New York is the pizza capital of the world. Based on our homegrown charcoal ovens, stacked ovens, and focaccia styles, we’ve used pizza from the US, Italy, and other parts of the world, including Argentina and France (although Tunisian Tunisian tuna and canned hard-boiled egg pizza still shy away from us).
New York is also a place where a new style of pizza can easily catch on, as evidenced by Oma Grasse, whose new Fort Greene pizzeria opened in July. bake.
Oma Grassa occupies an iron-shaped building with many panoramic windows on the corner of Fulton and South Portland streets. The room is open and airy, with black and white honeycomb floor tiles and Tiffany hanging lampshades. A pair of stacked pizza ovens stand out behind the counter in the middle of the back of the iron.
The Baumgart oven is unique for pizza baking because it runs on electricity rather than gas or wood, and it’s set to 650°F – 100°F higher than a traditional gas oven that combines gas and wood. The average temperature is divided into two parts. What’s more, the top and bottom of each oven can be set to different temperatures, and the floor is made of stone to absorb and dissipate heat. Oma Grassa is one of the few restaurants that use an electric oven to cook pizza, including Leo and L’Industrie in Brooklyn.
So what makes this oven different? It browns the bottom of a pie that might otherwise be soggy like a Neapolitan pizza, allowing for more toppings on a firm base. Essentially, this method creates a pizza style hybrid between Naples and New York. Electric ovens also guarantee greater precision and consistency in pizza baking. This is a pizza that jumps into the modern era.
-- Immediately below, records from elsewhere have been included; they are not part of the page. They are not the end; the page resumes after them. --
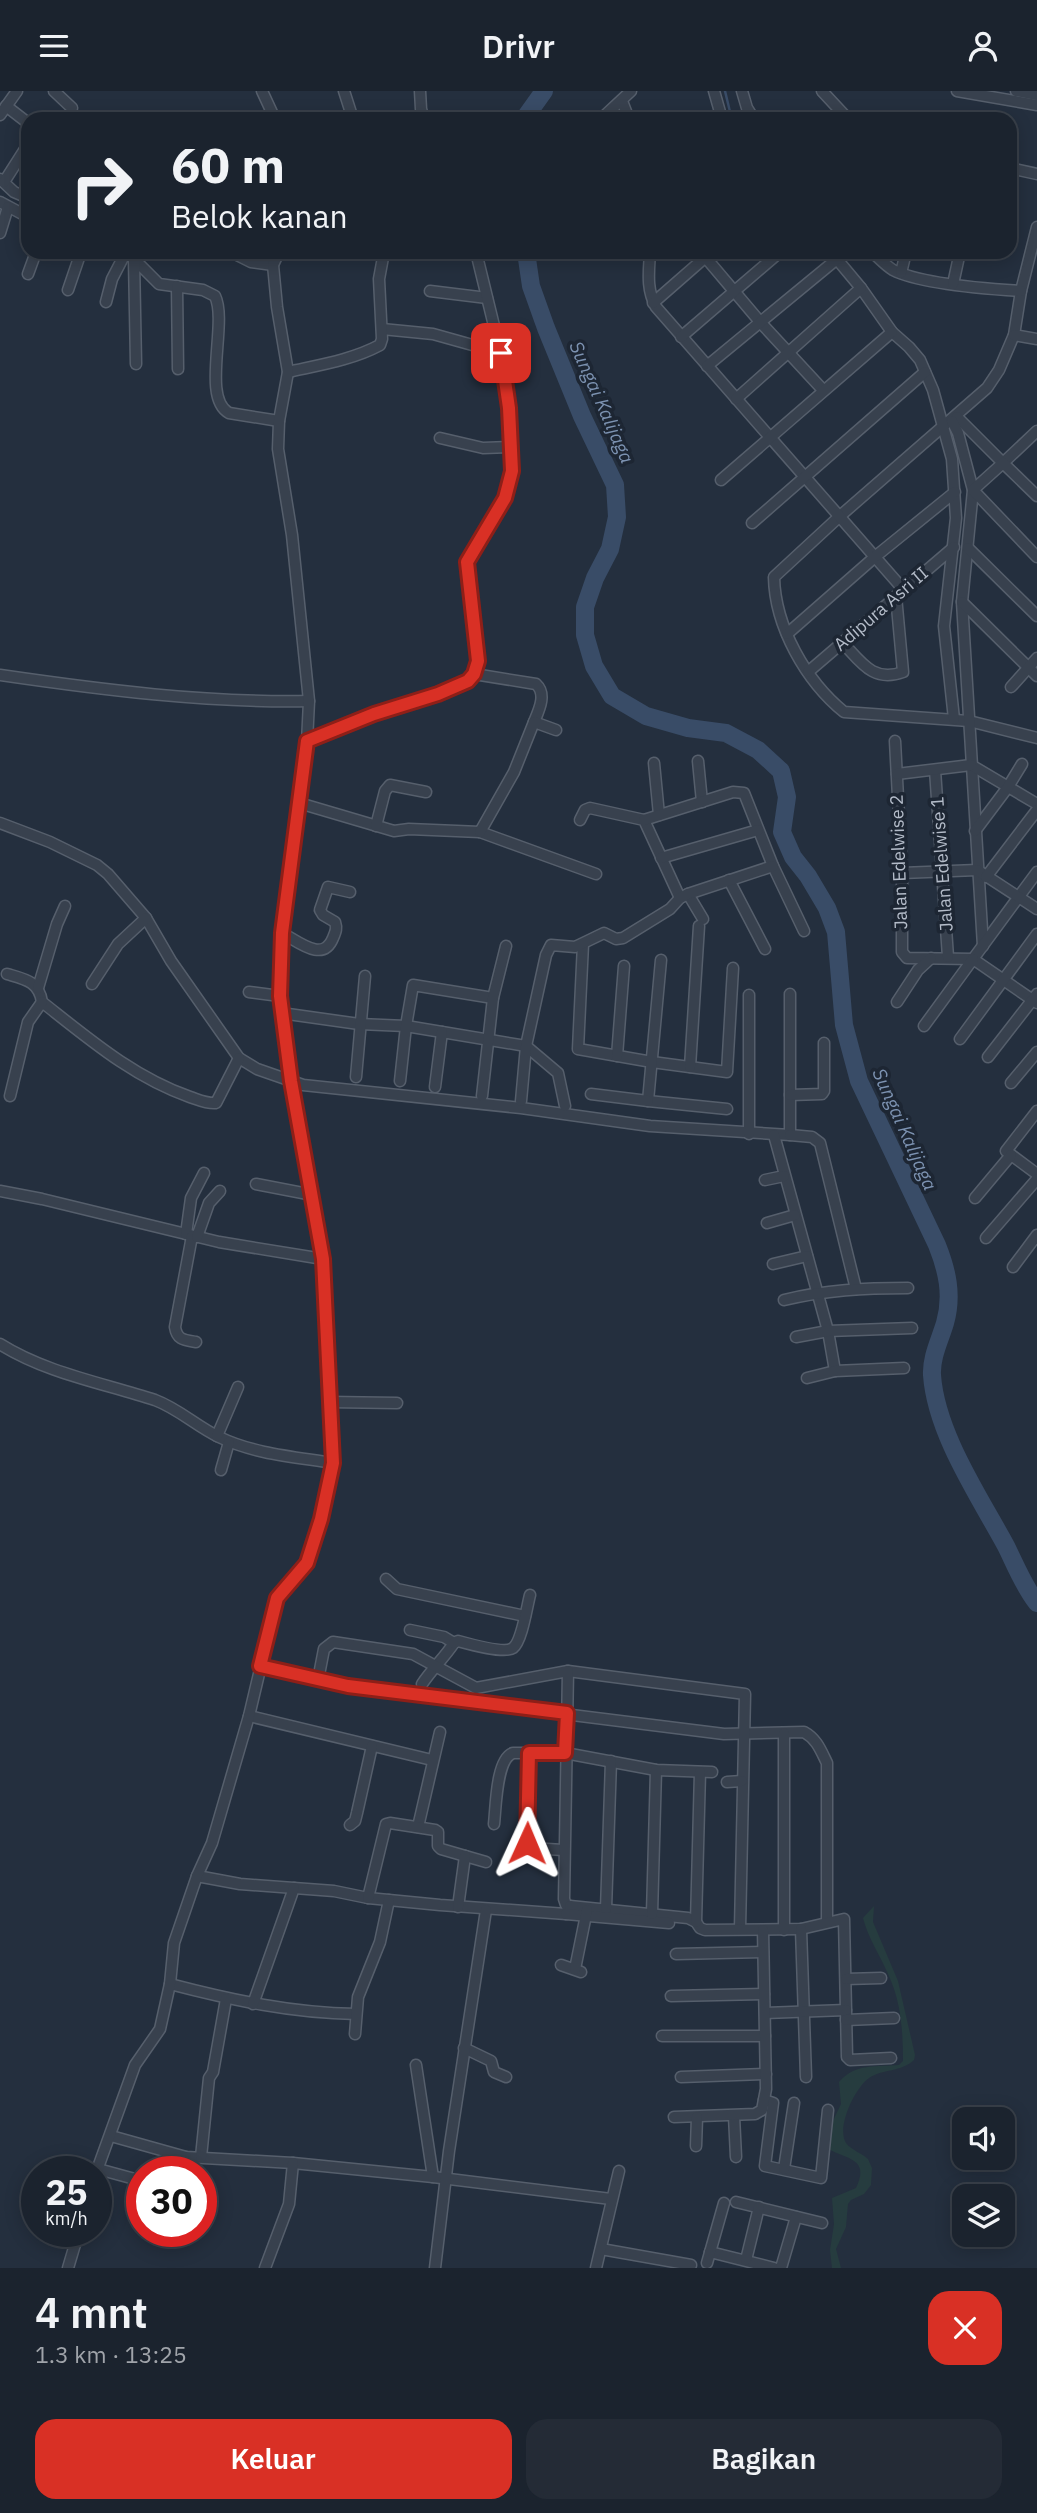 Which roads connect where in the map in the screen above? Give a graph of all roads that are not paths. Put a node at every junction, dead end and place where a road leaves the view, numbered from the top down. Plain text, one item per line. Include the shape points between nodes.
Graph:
1 (17, 91) edge
2 (54, 91) edge
3 (262, 91) edge
4 (344, 91) edge
5 (421, 91) edge
6 (631, 91) edge
7 (714, 91) edge
8 (742, 91) edge
9 (822, 91) edge
10 (957, 91) edge
11 (1016, 91) edge
12 (1037, 95) edge
13 (622, 101) junction
14 (1037, 105) edge
15 (72, 108) dead end
16 (3, 110) edge
17 (272, 112) edge
18 (351, 112) edge
19 (422, 112) edge
20 (609, 112) edge
21 (626, 112) edge
22 (720, 112) edge
23 (750, 112) edge
24 (842, 112) edge
25 (21, 119) edge
26 (21, 154) edge
27 (1017, 170) edge
28 (1037, 174) edge
29 (2, 181) edge
30 (21, 195) edge
31 (4, 205) edge
32 (21, 214) edge
33 (1037, 227) edge
34 (0, 233) edge
35 (33, 259) edge
36 (79, 259) edge
37 (126, 259) edge
38 (129, 259) edge
39 (133, 259) edge
40 (245, 259) edge
41 (276, 259) edge
42 (383, 259) edge
43 (478, 259) edge
44 (650, 259) edge
45 (701, 259) edge
46 (710, 259) edge
47 (772, 259) edge
48 (831, 259) edge
49 (837, 259) edge
50 (879, 259) edge
51 (904, 259) edge
52 (958, 259) edge
53 (273, 265) junction
54 (28, 274) dead end
55 (901, 274) junction
56 (953, 284) junction
57 (177, 286) junction
58 (861, 288) junction
59 (68, 290) dead end
60 (430, 291) dead end
61 (1021, 291) junction
62 (736, 292) junction
63 (487, 297) junction
64 (106, 302) dead end
65 (653, 303) junction
66 (761, 324) junction
67 (382, 330) junction
68 (892, 332) junction
69 (1014, 335) junction
70 (681, 337) junction
71 (1037, 339) edge
72 (501, 353) junction
73 (790, 353) junction
74 (136, 364) dead end
75 (708, 366) junction
76 (177, 369) dead end
77 (288, 372) junction
78 (925, 372) junction
79 (823, 390) junction
80 (736, 399) junction
81 (281, 413) junction
82 (951, 422) junction
83 (1037, 431) edge
84 (769, 437) junction
85 (440, 438) dead end
86 (511, 447) junction
87 (1003, 463) junction
88 (806, 477) junction
89 (721, 480) dead end
90 (973, 490) junction
91 (956, 492) junction
92 (1037, 496) edge
93 (840, 516) junction
94 (752, 523) dead end
95 (954, 547) junction
96 (968, 548) junction
97 (876, 556) junction
98 (1037, 557) edge
99 (900, 592) junction
100 (962, 602) junction
101 (1037, 616) edge
102 (787, 634) junction
103 (842, 642) junction
104 (1037, 658) edge
105 (1028, 668) junction
106 (808, 672) junction
107 (474, 674) junction
108 (0, 675) edge
109 (1037, 676) edge
110 (1011, 687) dead end
111 (309, 701) junction
112 (954, 719) junction
113 (969, 721) junction
114 (534, 722) junction
115 (556, 730) dead end
116 (1037, 738) edge
117 (307, 741) junction
118 (895, 741) dead end
119 (698, 761) dead end
120 (654, 763) dead end
121 (1022, 764) dead end
122 (971, 765) junction
123 (935, 770) junction
124 (897, 774) junction
125 (1008, 787) junction
126 (426, 792) dead end
127 (702, 802) junction
128 (299, 803) junction
129 (1037, 804) edge
130 (1037, 810) edge
131 (659, 815) junction
132 (580, 820) dead end
133 (644, 820) junction
134 (0, 823) edge
135 (376, 826) junction
136 (758, 830) junction
137 (975, 831) junction
138 (480, 832) junction
139 (661, 858) junction
140 (773, 866) junction
141 (943, 871) junction
142 (1037, 872) edge
143 (902, 873) junction
144 (596, 874) dead end
145 (981, 874) junction
146 (729, 880) junction
147 (350, 892) dead end
148 (684, 896) junction
149 (1019, 897) junction
150 (65, 906) dead end
151 (1037, 909) edge
152 (146, 918) junction
153 (804, 931) dead end
154 (282, 933) junction
155 (1037, 934) edge
156 (583, 944) junction
157 (506, 946) dead end
158 (983, 946) junction
159 (765, 949) dead end
160 (948, 957) junction
161 (931, 958) junction
162 (973, 959) junction
163 (661, 960) dead end
164 (624, 966) dead end
165 (733, 968) dead end
166 (7, 974) dead end
167 (365, 977) dead end
168 (1001, 980) junction
169 (92, 984) dead end
170 (38, 988) junction
171 (248, 992) dead end
172 (749, 995) dead end
173 (790, 995) dead end
174 (280, 996) junction
175 (494, 998) junction
176 (1036, 999) edge
177 (42, 1002) junction
178 (897, 1002) dead end
179 (281, 1013) junction
180 (359, 1024) junction
181 (405, 1026) junction
182 (924, 1026) dead end
183 (442, 1032) junction
184 (488, 1038) junction
185 (960, 1039) dead end
186 (824, 1043) dead end
187 (526, 1046) junction
188 (1037, 1052) edge
189 (617, 1056) junction
190 (988, 1057) dead end
191 (239, 1058) junction
192 (652, 1062) junction
193 (690, 1067) junction
194 (356, 1077) dead end
195 (291, 1081) junction
196 (400, 1081) dead end
197 (1012, 1083) dead end
198 (435, 1087) dead end
199 (591, 1094) dead end
200 (482, 1095) dead end
201 (790, 1095) junction
202 (10, 1096) dead end
203 (521, 1101) dead end
204 (648, 1101) junction
205 (565, 1106) dead end
206 (727, 1109) dead end
207 (1037, 1111) edge
208 (749, 1134) junction
209 (774, 1135) junction
210 (790, 1135) junction
211 (1011, 1155) junction
212 (204, 1173) dead end
213 (1037, 1174) edge
214 (784, 1176) junction
215 (1037, 1179) edge
216 (765, 1180) dead end
217 (256, 1184) dead end
218 (0, 1191) edge
219 (220, 1191) dead end
220 (313, 1195) junction
221 (975, 1198) dead end
222 (795, 1215) junction
223 (767, 1223) dead end
224 (1037, 1235) edge
225 (192, 1236) junction
226 (986, 1238) dead end
227 (807, 1256) junction
228 (323, 1259) junction
229 (773, 1263) dead end
230 (1013, 1267) dead end
231 (908, 1288) dead end
232 (856, 1289) junction
233 (817, 1292) junction
234 (784, 1300) dead end
235 (912, 1328) dead end
236 (828, 1331) junction
237 (796, 1336) dead end
238 (196, 1342) dead end
239 (0, 1344) edge
240 (904, 1368) dead end
241 (835, 1370) junction
242 (807, 1378) dead end
243 (238, 1387) dead end
244 (329, 1402) junction
245 (397, 1403) dead end
246 (217, 1436) junction
247 (229, 1442) junction
248 (333, 1463) junction
249 (221, 1470) dead end
250 (386, 1580) dead end
251 (530, 1595) dead end
252 (525, 1616) junction
253 (410, 1630) dead end
254 (454, 1643) junction
255 (423, 1658) junction
256 (434, 1665) junction
257 (260, 1666) junction
258 (568, 1671) junction
259 (318, 1680) junction
260 (476, 1688) junction
261 (422, 1690) junction
262 (477, 1702) junction
263 (567, 1713) junction
264 (249, 1716) junction
265 (440, 1732) dead end
266 (784, 1733) junction
267 (744, 1735) junction
268 (372, 1746) junction
269 (529, 1753) junction
270 (565, 1753) junction
271 (432, 1760) junction
272 (611, 1761) junction
273 (656, 1770) junction
274 (700, 1772) junction
275 (712, 1772) dead end
276 (727, 1781) dead end
277 (742, 1781) junction
278 (494, 1824) dead end
279 (350, 1825) dead end
280 (418, 1827) junction
281 (563, 1850) junction
282 (465, 1856) junction
283 (486, 1862) dead end
284 (197, 1876) junction
285 (294, 1888) junction
286 (368, 1898) junction
287 (389, 1900) junction
288 (458, 1907) junction
289 (607, 1909) junction
290 (486, 1910) junction
291 (568, 1910) junction
292 (587, 1911) junction
293 (652, 1914) junction
294 (694, 1922) junction
295 (827, 1922) junction
296 (740, 1929) junction
297 (802, 1929) junction
298 (762, 1930) junction
299 (784, 1930) junction
300 (763, 1952) junction
301 (676, 1954) dead end
302 (561, 1965) dead end
303 (881, 1977) dead end
304 (846, 1979) junction
305 (170, 1984) junction
306 (764, 1994) junction
307 (671, 1996) dead end
308 (226, 1999) junction
309 (253, 2004) junction
310 (806, 2012) junction
311 (765, 2013) junction
312 (356, 2014) junction
313 (846, 2015) junction
314 (894, 2018) dead end
315 (355, 2033) dead end
316 (662, 2036) dead end
317 (765, 2036) junction
318 (464, 2048) junction
319 (891, 2058) dead end
320 (416, 2065) dead end
321 (766, 2074) junction
322 (506, 2077) dead end
323 (681, 2077) dead end
324 (806, 2077) dead end
325 (764, 2100) junction
326 (794, 2103) dead end
327 (828, 2110) dead end
328 (734, 2116) junction
329 (674, 2117) dead end
330 (697, 2117) junction
331 (111, 2136) junction
332 (696, 2146) dead end
333 (103, 2156) edge
334 (182, 2156) edge
335 (201, 2156) edge
336 (736, 2157) dead end
337 (217, 2158) edge
338 (293, 2163) junction
339 (784, 2169) junction
340 (619, 2171) dead end
341 (433, 2177) junction
342 (446, 2178) junction
343 (611, 2199) junction
344 (736, 2202) dead end
345 (723, 2203) dead end
346 (759, 2207) junction
347 (796, 2217) junction
348 (822, 2223) dead end
349 (74, 2247) edge
350 (601, 2249) junction
351 (746, 2260) junction
352 (691, 2265) dead end
353 (68, 2268) edge
354 (265, 2268) edge
355 (435, 2268) edge
356 (596, 2268) edge
357 (774, 2268) edge
358 (781, 2268) edge

1 - 16 street
2 - 15 street
3 - 17 street
4 - 18 street
5 - 19 street
6 - 13 street
7 - 22 street
8 - 23 street
9 - 24 street
10 - 14 street
11 - 12 street
13 - 20 street
13 - 21 street
16 - 25 street
26 - 29 street
27 - 28 street
29 - 30 street
31 - 32 street
31 - 34 street
33 - 61 street
35 - 54 street
36 - 59 street
37 - 64 street via 113,279
38 - 74 street
39 - 57 street via 156,282
40 - 53 street
41 - 53 street
42 - 67 street via 379,279
43 - 63 street
44 - 65 street
45 - 65 street
46 - 62 street
47 - 62 street
48 - 66 street
49 - 58 street
50 - 55 street
51 - 55 street
52 - 56 street
53 - 77 street
55 - 56 street
56 - 61 street
57 - 76 street
57 - 81 street via 203,290 217,300 217,385 222,410
58 - 68 street
58 - 73 street
60 - 63 street
61 - 69 street
62 - 66 street
62 - 70 street
63 - 72 street
65 - 70 street
66 - 73 street
66 - 75 street
67 - 72 street via 433,334
67 - 77 street via 380,345 368,351
68 - 78 street via 909,347
68 - 79 street
69 - 71 street
69 - 82 street via 987,389
70 - 75 street
72 - 86 street
73 - 79 street
73 - 80 street
75 - 80 street
77 - 81 street
78 - 82 street
78 - 88 street
79 - 84 street
80 - 84 street
81 - 111 street via 278,449
82 - 87 street
82 - 90 street
82 - 91 street
82 - 93 street
83 - 87 street
84 - 88 street
84 - 89 street
85 - 86 street via 483,448
86 - 107 street via 512,471 505,498 467,562 478,661
87 - 90 street
87 - 92 street
88 - 93 street
88 - 94 street
90 - 96 street
90 - 98 street
91 - 95 street
91 - 97 street
93 - 97 street
93 - 102 street via 775,574 774,588
95 - 99 street, Adipura Asri II
95 - 112 street via 944,626
96 - 100 street
96 - 101 street
97 - 99 street
97 - 102 street
99 - 103 street, Adipura Asri II
99 - 103 street via 903,671 869,671
100 - 105 street
100 - 113 street
102 - 106 street
103 - 106 street, Adipura Asri II
104 - 105 street
105 - 109 street
105 - 110 street
106 - 112 street via 847,714
107 - 114 street via 540,687
107 - 117 street via 438,694
108 - 111 street via 165,696
111 - 117 street
112 - 113 street
113 - 116 street
113 - 122 street
114 - 115 street
114 - 138 street via 514,772
117 - 128 street
118 - 124 street, Jalan Edelwise 2
119 - 127 street
120 - 131 street
121 - 125 street
122 - 123 street
122 - 125 street
122 - 137 street
123 - 124 street
123 - 141 street, Jalan Edelwise 1
124 - 143 street, Jalan Edelwise 2
125 - 129 street
125 - 137 street
126 - 135 street via 390,785
127 - 131 street
127 - 136 street via 744,793
128 - 135 street
128 - 154 street
130 - 145 street
131 - 133 street
132 - 133 street via 590,808
133 - 139 street
134 - 152 street via 97,865
135 - 138 street via 394,831
136 - 139 street
136 - 140 street
137 - 145 street
138 - 144 street
139 - 148 street
140 - 146 street
140 - 153 street
141 - 143 street
141 - 145 street
141 - 160 street, Jalan Edelwise 1
142 - 149 street
143 - 161 street, Jalan Edelwise 2 via 902,952 907,958
145 - 149 street
145 - 158 street
146 - 148 street
146 - 159 street
147 - 154 street via 328,887 320,910 335,922 337,930 326,950 311,948
148 - 156 street via 622,939 604,933
148 - 193 street via 701,923
149 - 151 street
149 - 158 street
150 - 170 street
152 - 169 street via 118,944
152 - 191 street
154 - 174 street
155 - 168 street
156 - 187 street via 551,945 548,949
156 - 189 street via 579,1049
157 - 175 street
158 - 162 street
160 - 161 street, Jalan Edelwise 2
160 - 162 street, Jalan Edelwise 2
161 - 178 street
162 - 168 street
162 - 182 street
163 - 192 street
164 - 189 street
165 - 193 street via 727,1072
166 - 170 street
167 - 180 street
168 - 176 street
168 - 185 street
170 - 177 street
171 - 174 street
172 - 208 street
173 - 201 street
174 - 179 street
175 - 181 street via 413,985
175 - 184 street
176 - 190 street
177 - 191 street via 117,1061 176,1092 209,1103 216,1103
177 - 202 street via 28,1022
179 - 180 street
179 - 195 street
180 - 181 street
180 - 194 street
181 - 183 street
181 - 196 street
183 - 184 street
183 - 198 street
184 - 187 street
184 - 200 street
186 - 201 street via 824,1091
187 - 203 street
187 - 205 street via 558,1073
188 - 197 street
189 - 192 street
191 - 195 street
192 - 193 street
192 - 204 street
195 - 208 street
195 - 220 street
199 - 204 street
201 - 210 street
204 - 206 street
207 - 211 street via 1006,1151
208 - 209 street
209 - 210 street
209 - 214 street
210 - 232 street via 812,1137 820,1143
211 - 213 street
211 - 221 street
212 - 225 street via 191,1198
214 - 216 street
214 - 222 street
215 - 226 street
217 - 220 street
218 - 225 street
219 - 225 street
220 - 228 street
222 - 223 street
222 - 227 street
224 - 230 street
225 - 228 street
225 - 238 street via 175,1327 181,1340
227 - 229 street
227 - 233 street
228 - 244 street
231 - 232 street
232 - 233 street
233 - 234 street
233 - 236 street
235 - 236 street
236 - 237 street
236 - 241 street
239 - 246 street via 59,1370 161,1403
240 - 241 street
241 - 242 street
243 - 246 street
244 - 245 street
244 - 248 street
246 - 247 street
247 - 248 street
247 - 249 street
248 - 257 street via 307,1563 277,1598
250 - 252 street via 397,1589
251 - 252 street
252 - 254 street via 513,1648
253 - 254 street
254 - 256 street
255 - 256 street
255 - 259 street via 333,1642 324,1649
255 - 261 street
256 - 260 street
256 - 261 street
257 - 259 street
257 - 264 street
258 - 260 street
258 - 263 street
258 - 267 street via 743,1693
259 - 261 street
260 - 262 street
261 - 262 street
262 - 263 street
263 - 267 street
263 - 270 street
264 - 268 street
264 - 284 street via 212,1843
265 - 271 street
266 - 267 street
266 - 295 street via 811,1736 827,1763
266 - 299 street
267 - 277 street
268 - 271 street
268 - 279 street via 355,1821
269 - 270 street
269 - 278 street via 513,1753 503,1761
269 - 281 street via 527,1843 531,1848
270 - 272 street
270 - 281 street
271 - 280 street
272 - 273 street
272 - 289 street
273 - 274 street
273 - 293 street
274 - 275 street
274 - 294 street
276 - 277 street
277 - 296 street
280 - 282 street via 435,1830 441,1849
280 - 286 street via 386,1824
281 - 291 street
282 - 283 street
282 - 288 street
284 - 285 street
284 - 305 street via 174,1943
285 - 286 street
285 - 309 street
286 - 287 street
287 - 288 street
287 - 312 street
288 - 290 street
289 - 292 street
289 - 293 street
290 - 291 street
290 - 318 street
291 - 292 street
292 - 294 street
292 - 302 street via 578,1970
293 - 294 street
294 - 296 street via 705,1930
295 - 297 street
295 - 304 street via 844,1919
296 - 298 street
297 - 299 street
297 - 310 street
298 - 299 street
298 - 300 street
300 - 301 street
300 - 306 street
303 - 304 street
304 - 313 street
305 - 308 street
305 - 331 street via 159,2029 135,2066
306 - 307 street
306 - 311 street
308 - 309 street
308 - 335 street via 209,2078
309 - 312 street
310 - 311 street
310 - 313 street
310 - 324 street
311 - 317 street
312 - 315 street
313 - 314 street
313 - 319 street via 848,2059
316 - 317 street
317 - 321 street
318 - 322 street via 487,2058 494,2073
318 - 342 street
320 - 341 street
321 - 323 street
321 - 325 street
325 - 328 street via 759,2113
325 - 339 street via 773,2103 765,2166
326 - 339 street
327 - 339 street via 821,2178
328 - 330 street
328 - 336 street
329 - 330 street
330 - 332 street
331 - 333 street
331 - 334 street
337 - 338 street
338 - 341 street
338 - 354 street via 289,2204
340 - 343 street
341 - 342 street
342 - 343 street
342 - 355 street
343 - 350 street
344 - 346 street
345 - 351 street via 709,2257
346 - 347 street
346 - 351 street
347 - 348 street
347 - 358 street
349 - 353 street
350 - 352 street
350 - 356 street
351 - 357 street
Baumgart’s track record includes such big establishments as Prune and Roman’s, where he runs restaurants like a lone actor, churns sourdough dough, sprinkles toppings, and—peel in hand—discussing pies in the oven. Sometimes he even happily brings the finished product to the table.
There are currently eight pies and I have tried five in two visits. Margherita ($20) is the default dish, and it’s always the perfect test for a pizzeria anyway. The cheese was denser than usual, the pecorino cheese corrected the mozzarella and there was a hint of oregano in the tomato sauce. These are large 14-inch pies that one person can easily feed two.
Even better is the Anchovy Pie ($19), a cheese-free spicy move that also contains capers and olives to make it look like puttanesca. I liked it so much that I still think about it in the subway. With the help of the ubiquitous roni cupping, the pepperoni pie was perfect, although my palate got a little burnt at one point. The best option is cherry tomato pie, which adds a sweet element, as well as some creamy ricotta as a great dairy alternative.
While Baumgart’s toppings are mostly traditional, there’s an unusual three-cheese pie with roasted garlic and lemon served at the last minute with really good vegetables. Oma Grassa also offers a range of toppings, including fennel sausage and pickled peppers, but use these sparingly as the cake is already well balanced and well thought out.
Only three apps are offered, but they showcase Baumgart’s experience as a chef. The most unusual was the plate with pickles, olives and a hard-boiled egg – it’s hard to imagine a better dish while waiting for pizza, its main advantage is that it is as different from pizza as possible. For $9, that’s a steal too.
The other two starters are also enticing. I tried a large salad ($15) similar to caesar but without the anchovies. Perfect lettuce leaves remain uncut, which encourages you to pick them up with your fingers. Balsamic vinegar is simple and classic, covering every leaf without overpowering it. All apps can be shared with a bottle of wine for a group of people – another great feature of Oma Grassa.
Yes, there are other pizzerias that serve as natural wine bars, but the wines here are especially good for pizza. In any case, in Naples, most people drink Coke with pizza, and wine lovers usually opt for a chilled carbonated red. So, Oma Grassa offers a skin-to-skin Lambrusco ($50), which smells like cherry cola, but other fancy wines are even better, like Primo Incontro ($14 a glass, $56 a bottle), a straw-yellow sparkling wine. white grapes give Soava a double fermentation and a taste of volcanic soils. Let the bubbles tickle your nose as you enjoy Baumgart’s delicious pies.